The markets have been very volatile lately, can you guess why? It starts with the letter “s” and ends with “prime.” In the midst of this selloff and rumors of a market crash, I decided to see just how volatile the Nasdaq has been over the past 10 trading years (255 trading days per year) and compared the actual results with a Monte Carlo simulation using a standard Gaussian distribution.
I came up with 2513 observations over a 10 year period of the Nasdaq (figuring in holidays and subtracting one observation to calculate a daily Rate of Change (ROC)) and surprisingly enough the “Black Swans” of the Nasdaq weren’t captured effectively by the Monte Carlo simulation.
The first bar chart to the left is the actual observations of the ROC for the Nasdaq over the past 10 years. The value on the Y-axis is the number of observations per the X-axis interval. A value of -0.01 on the X-axis indicates a -1% or greater move in the Nasdaq (by greater I mean closer to zero). The observations for -0.02 indicates the total number of observations between -0.01 and -0.02, and so forth.
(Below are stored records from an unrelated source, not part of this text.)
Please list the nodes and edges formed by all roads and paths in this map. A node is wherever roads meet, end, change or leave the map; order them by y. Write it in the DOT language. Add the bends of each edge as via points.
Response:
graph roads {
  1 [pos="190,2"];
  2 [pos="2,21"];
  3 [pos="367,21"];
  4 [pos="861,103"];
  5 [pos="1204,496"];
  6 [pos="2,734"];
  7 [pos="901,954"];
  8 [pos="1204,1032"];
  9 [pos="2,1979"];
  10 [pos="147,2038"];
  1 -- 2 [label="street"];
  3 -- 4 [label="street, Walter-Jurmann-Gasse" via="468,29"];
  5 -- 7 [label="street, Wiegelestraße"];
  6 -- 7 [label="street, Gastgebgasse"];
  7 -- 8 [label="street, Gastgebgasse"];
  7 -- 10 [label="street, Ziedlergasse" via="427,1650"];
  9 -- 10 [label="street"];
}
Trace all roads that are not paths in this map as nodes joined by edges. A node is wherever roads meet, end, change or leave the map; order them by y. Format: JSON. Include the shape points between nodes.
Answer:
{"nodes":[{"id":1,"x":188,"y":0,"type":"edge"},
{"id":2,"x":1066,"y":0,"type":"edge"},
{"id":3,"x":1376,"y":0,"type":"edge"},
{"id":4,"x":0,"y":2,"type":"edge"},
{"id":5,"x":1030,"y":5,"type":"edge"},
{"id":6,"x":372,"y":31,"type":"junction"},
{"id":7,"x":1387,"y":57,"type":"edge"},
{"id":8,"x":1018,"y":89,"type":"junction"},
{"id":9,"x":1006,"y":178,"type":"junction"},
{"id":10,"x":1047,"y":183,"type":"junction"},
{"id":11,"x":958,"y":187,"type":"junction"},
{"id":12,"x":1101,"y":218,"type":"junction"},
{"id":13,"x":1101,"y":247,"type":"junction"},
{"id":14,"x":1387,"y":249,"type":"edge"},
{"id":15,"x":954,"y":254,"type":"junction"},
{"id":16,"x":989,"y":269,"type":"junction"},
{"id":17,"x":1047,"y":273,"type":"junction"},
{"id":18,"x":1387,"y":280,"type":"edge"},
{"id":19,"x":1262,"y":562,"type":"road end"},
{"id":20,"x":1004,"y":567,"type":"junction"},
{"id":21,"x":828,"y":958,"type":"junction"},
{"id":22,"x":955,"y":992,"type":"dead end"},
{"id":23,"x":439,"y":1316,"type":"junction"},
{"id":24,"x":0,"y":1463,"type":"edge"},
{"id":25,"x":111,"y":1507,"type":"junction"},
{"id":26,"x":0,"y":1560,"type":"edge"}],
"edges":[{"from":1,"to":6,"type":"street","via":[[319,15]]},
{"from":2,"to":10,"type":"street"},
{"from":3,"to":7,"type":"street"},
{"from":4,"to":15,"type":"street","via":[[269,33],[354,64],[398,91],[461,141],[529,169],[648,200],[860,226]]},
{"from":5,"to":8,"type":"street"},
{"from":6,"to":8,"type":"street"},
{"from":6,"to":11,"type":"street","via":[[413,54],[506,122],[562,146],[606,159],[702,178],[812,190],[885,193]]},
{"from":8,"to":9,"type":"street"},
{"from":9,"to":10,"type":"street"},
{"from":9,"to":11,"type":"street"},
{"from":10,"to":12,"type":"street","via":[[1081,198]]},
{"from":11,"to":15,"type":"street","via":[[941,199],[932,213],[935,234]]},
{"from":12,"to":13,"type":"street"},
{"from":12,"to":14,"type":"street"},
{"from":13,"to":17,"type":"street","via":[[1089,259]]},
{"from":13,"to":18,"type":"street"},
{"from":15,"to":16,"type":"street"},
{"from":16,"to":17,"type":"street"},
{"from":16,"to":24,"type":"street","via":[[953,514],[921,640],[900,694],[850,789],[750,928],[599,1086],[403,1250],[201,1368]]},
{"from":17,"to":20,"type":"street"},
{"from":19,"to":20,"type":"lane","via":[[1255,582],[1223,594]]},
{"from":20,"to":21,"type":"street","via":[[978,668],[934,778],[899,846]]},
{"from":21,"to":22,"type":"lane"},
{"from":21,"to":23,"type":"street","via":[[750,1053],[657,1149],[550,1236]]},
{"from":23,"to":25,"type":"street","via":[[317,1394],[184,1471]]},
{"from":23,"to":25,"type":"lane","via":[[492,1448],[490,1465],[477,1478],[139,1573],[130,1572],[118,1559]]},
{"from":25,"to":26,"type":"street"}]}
If you look closely at the actual results, you’ll see the Nasdaq experienced 44 observations less than -0.04 (by less than I mean the observations between -0.04 to -0.09). By contrast, the Monte Carlo simulation chart to the left (using a Gaussian distribution) estimated 34 observations. Its close but off by 10 observations. Those 10 “out of left field” observations must’ve made some money manager cry that day. :)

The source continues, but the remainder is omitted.